Stephen Graeber is also a long time contributor to the LXC project and his reasoning behind this fork and other changes are quite sound. I hope the project sees continued success. Stephen’s business model of offering consulting services for Incus systems also seems quite sound.
It seems to suffer from a chicken and egg problem. To get an image you are supposed to run `incus remote get-client-certificate` to put into the "image customizer", and you cannot generate an image without it. So how do you get started?
Is there such a thing as DIMM modules with ROM chips? It would be useful for some applications to be able to burn the immutable OS into a read only memory as a form of tamper-resistance in key infrastructure.
I've been using Incus containers (not VMs) for running tests against a "real" OS and it's been an absolute game changer for me. It's granted me the ability to simultaneously spin up-and-down a plethora of fresh OSes on my local dev machine, which I then use as testing targets for components of my codebase that require Docker or systemd. With traditional containers, it's tricky to mimic those capabilities as they would exist on a normal VM.
Because both my project and Incus are written in Go, orchestrating Incus resources in my test code has been pretty seamless. And with "ephemeral" containers, if things start to get out of hand, I just need to stop the container to clean it up. Much easier than a 2-step process like it usually is.
Looking forward to seeing what's to come in IncusOS!

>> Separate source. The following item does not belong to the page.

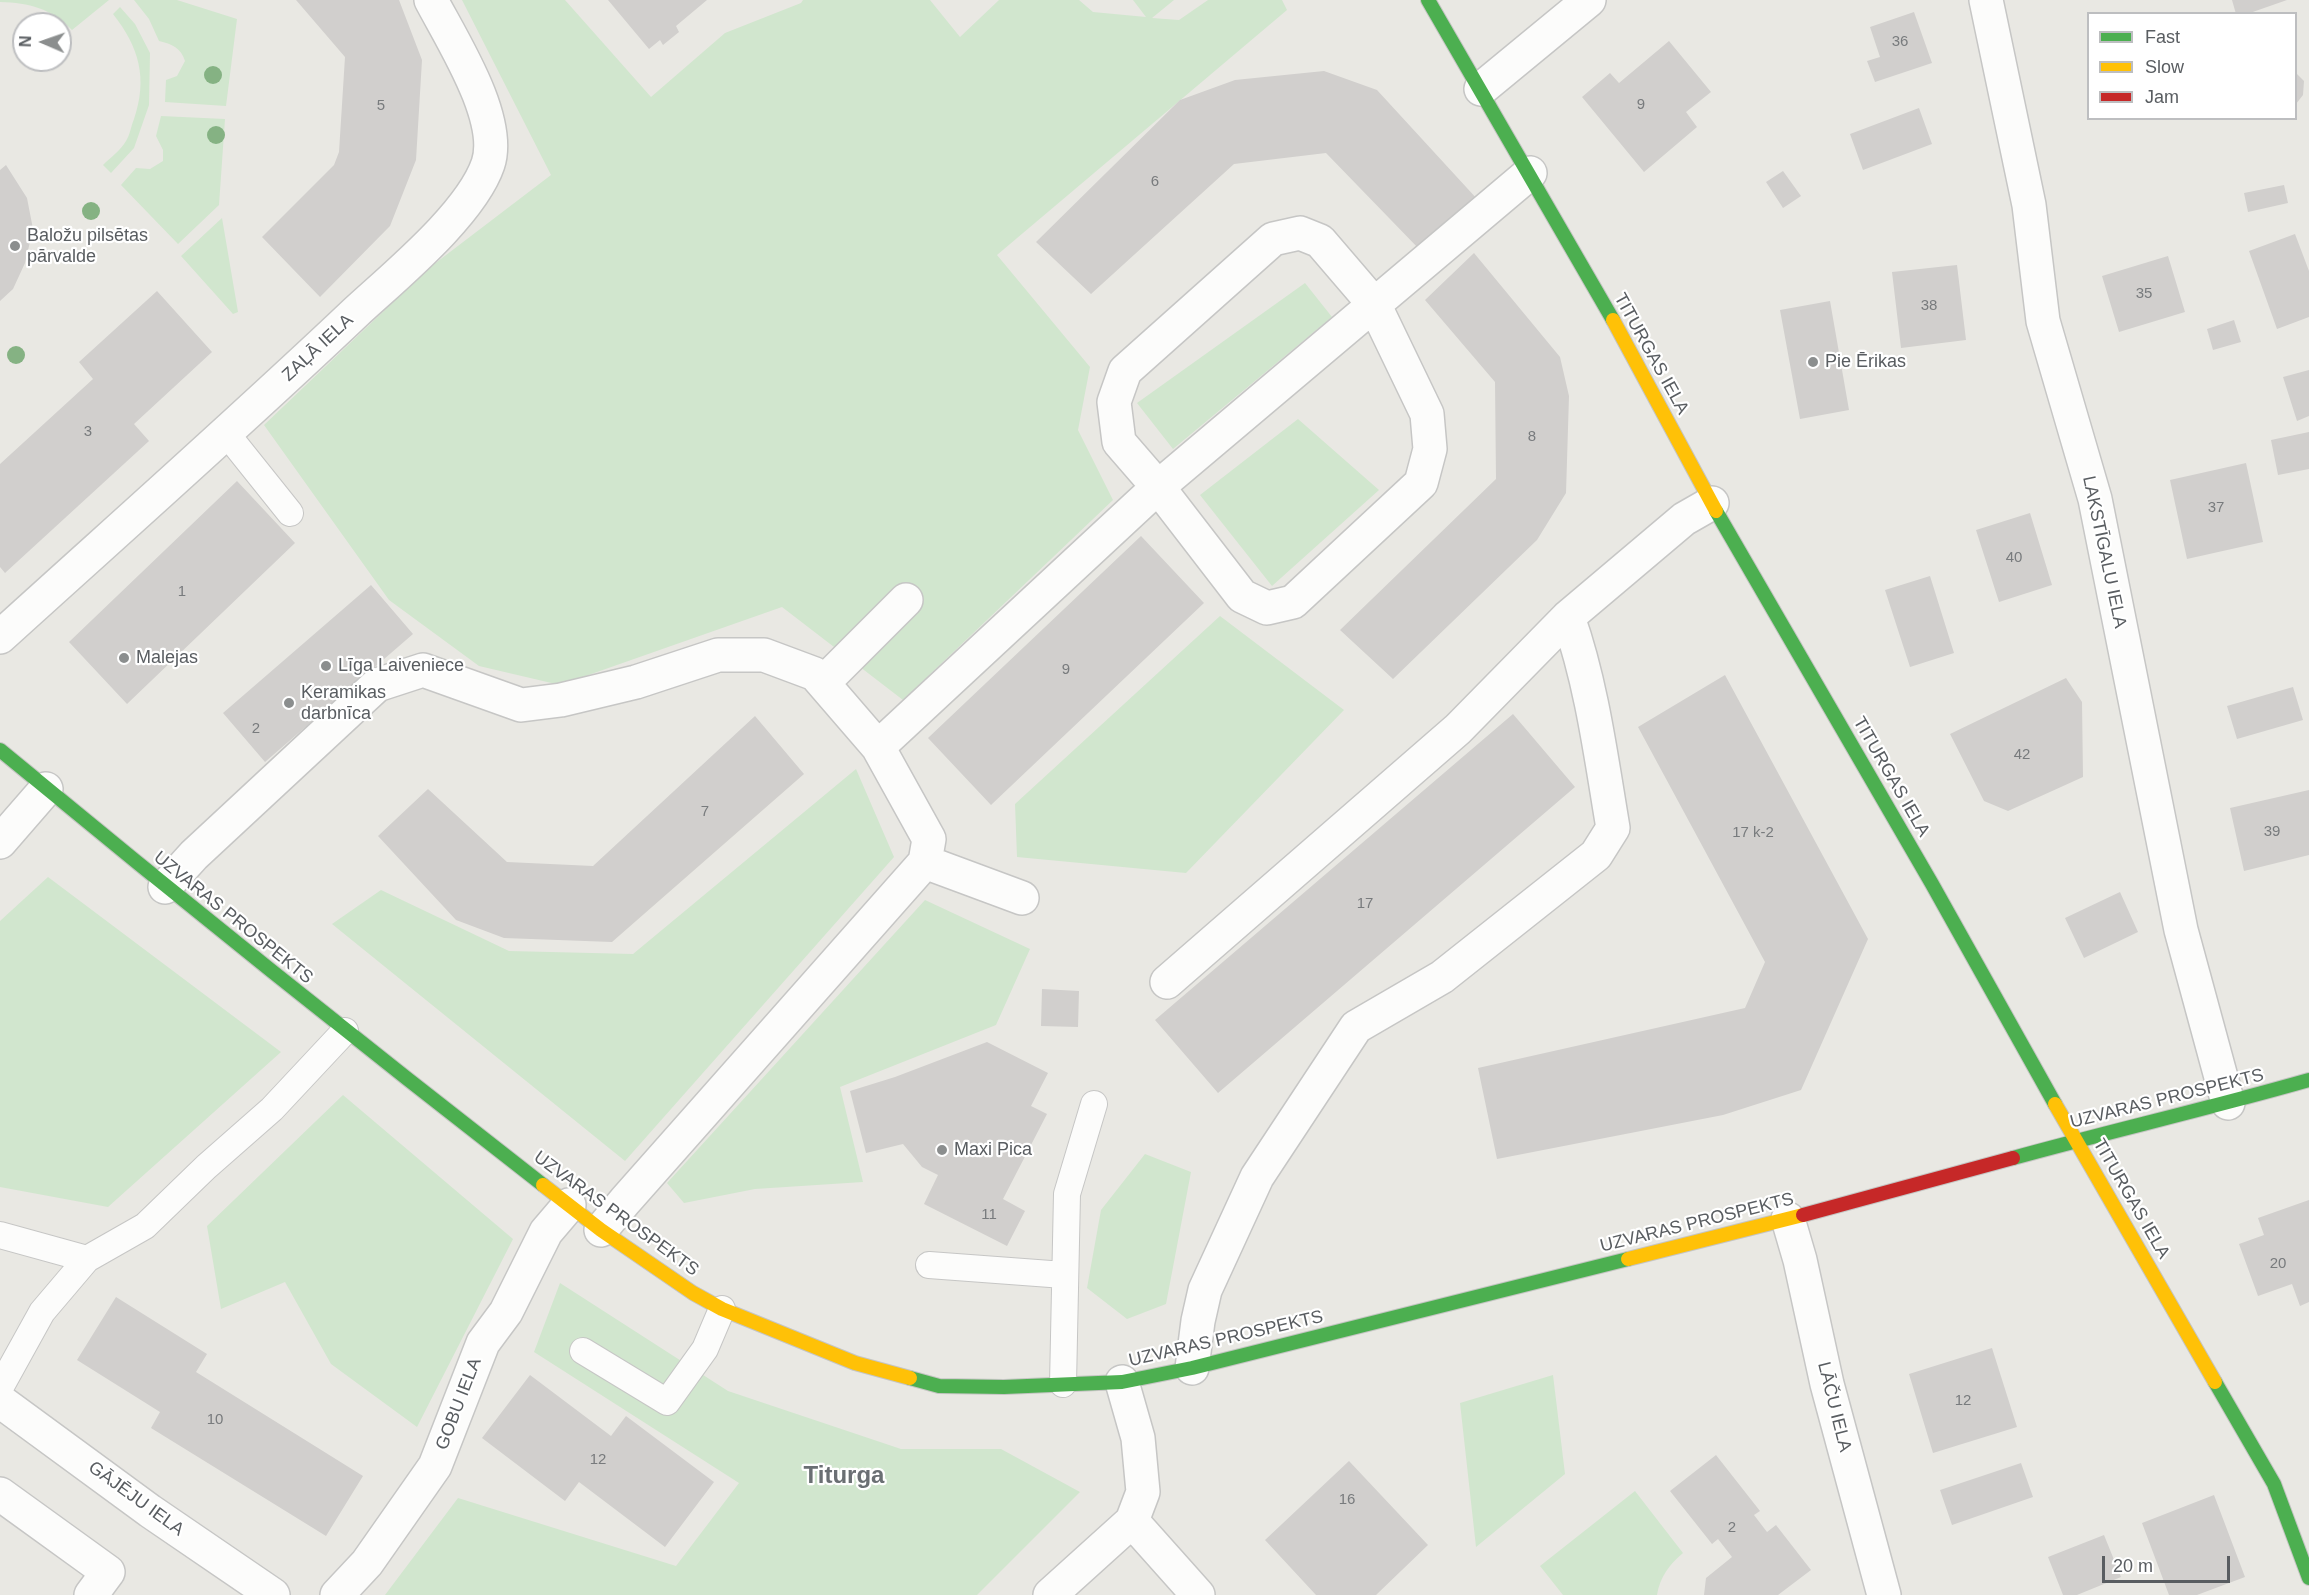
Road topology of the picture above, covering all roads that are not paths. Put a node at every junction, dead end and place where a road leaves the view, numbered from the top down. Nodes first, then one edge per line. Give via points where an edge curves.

I use incus to pass a containerized kali os the Wayland and x11 sockets, and whatever else maybe in the /run/user/1000 folder and x11 socket folder, like pipewire. It isn't perfect, but it's really nice spawning a shell/bar/etc inside the container and it goes over the current Wayland desktop. Then I am able to use it to spawn other graphical apps. It works really well. Incus is amazing, or lxc and wayland in general.
Incus is very nice and super featured, but suffers from a few issues, namely unintuitive/hard onboarding and bad defaults, which makes giving access to people annoying, as it requires teaching them first and that they can't just make a vm with a few clicks immediately, limited authentication and user control options, like if no external auth users must exist on underlying system, and with limited but very strict auth options requires a full domain and no proxying, currently (might get fixed partially later).
And finally, it suffers from hardcore tracking upstream, ie canonical/lxd(-ui), meaning they won't really do any changes that lxd wouldn't do, and thus are slaved to them : (
Interesting. I recommend Incus over other hypervisor-oriented OS distributions (Proxmox, etc.), for many reasons, but one minor reason is that you can install it on Debian or Arch or whatever Linux you like. It's a comprehensive management layer for VMs and Linux containers, with good CLI, web UI, cloning/moving/copying/migrating etc., but... why does that need to be an OS?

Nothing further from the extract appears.